Body or hand keypoint data:
▼

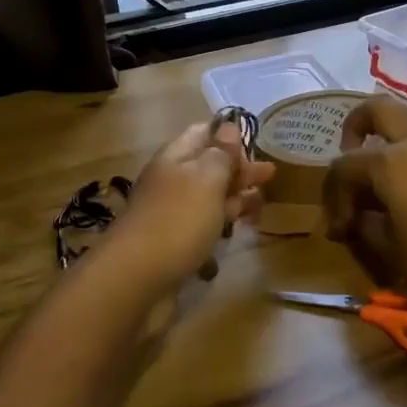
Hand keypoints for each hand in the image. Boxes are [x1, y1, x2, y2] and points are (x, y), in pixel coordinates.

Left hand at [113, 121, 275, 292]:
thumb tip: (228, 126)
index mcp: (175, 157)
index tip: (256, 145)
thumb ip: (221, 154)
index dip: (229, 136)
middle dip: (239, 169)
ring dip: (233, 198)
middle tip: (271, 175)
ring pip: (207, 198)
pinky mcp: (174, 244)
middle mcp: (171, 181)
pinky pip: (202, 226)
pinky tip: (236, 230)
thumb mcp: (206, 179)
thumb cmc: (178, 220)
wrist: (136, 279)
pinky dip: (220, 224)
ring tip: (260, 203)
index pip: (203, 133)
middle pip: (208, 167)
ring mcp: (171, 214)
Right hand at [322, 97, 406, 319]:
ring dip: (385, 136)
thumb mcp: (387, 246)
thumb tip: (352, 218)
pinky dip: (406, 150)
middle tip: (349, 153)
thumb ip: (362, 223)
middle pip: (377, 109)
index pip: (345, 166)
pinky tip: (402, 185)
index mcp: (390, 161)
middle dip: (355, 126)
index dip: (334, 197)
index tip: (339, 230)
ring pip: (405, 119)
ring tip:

▲

Show all of the lines above in which "pinky" is present.

* SOLUTION TO THIS PROBLEM *
pinky mcp: (174, 244)
pinky pip: (202, 226)
pinky tip: (236, 230)
pinky dip: (220, 224)
pinky dip: (406, 150)
pinky tip: (402, 185)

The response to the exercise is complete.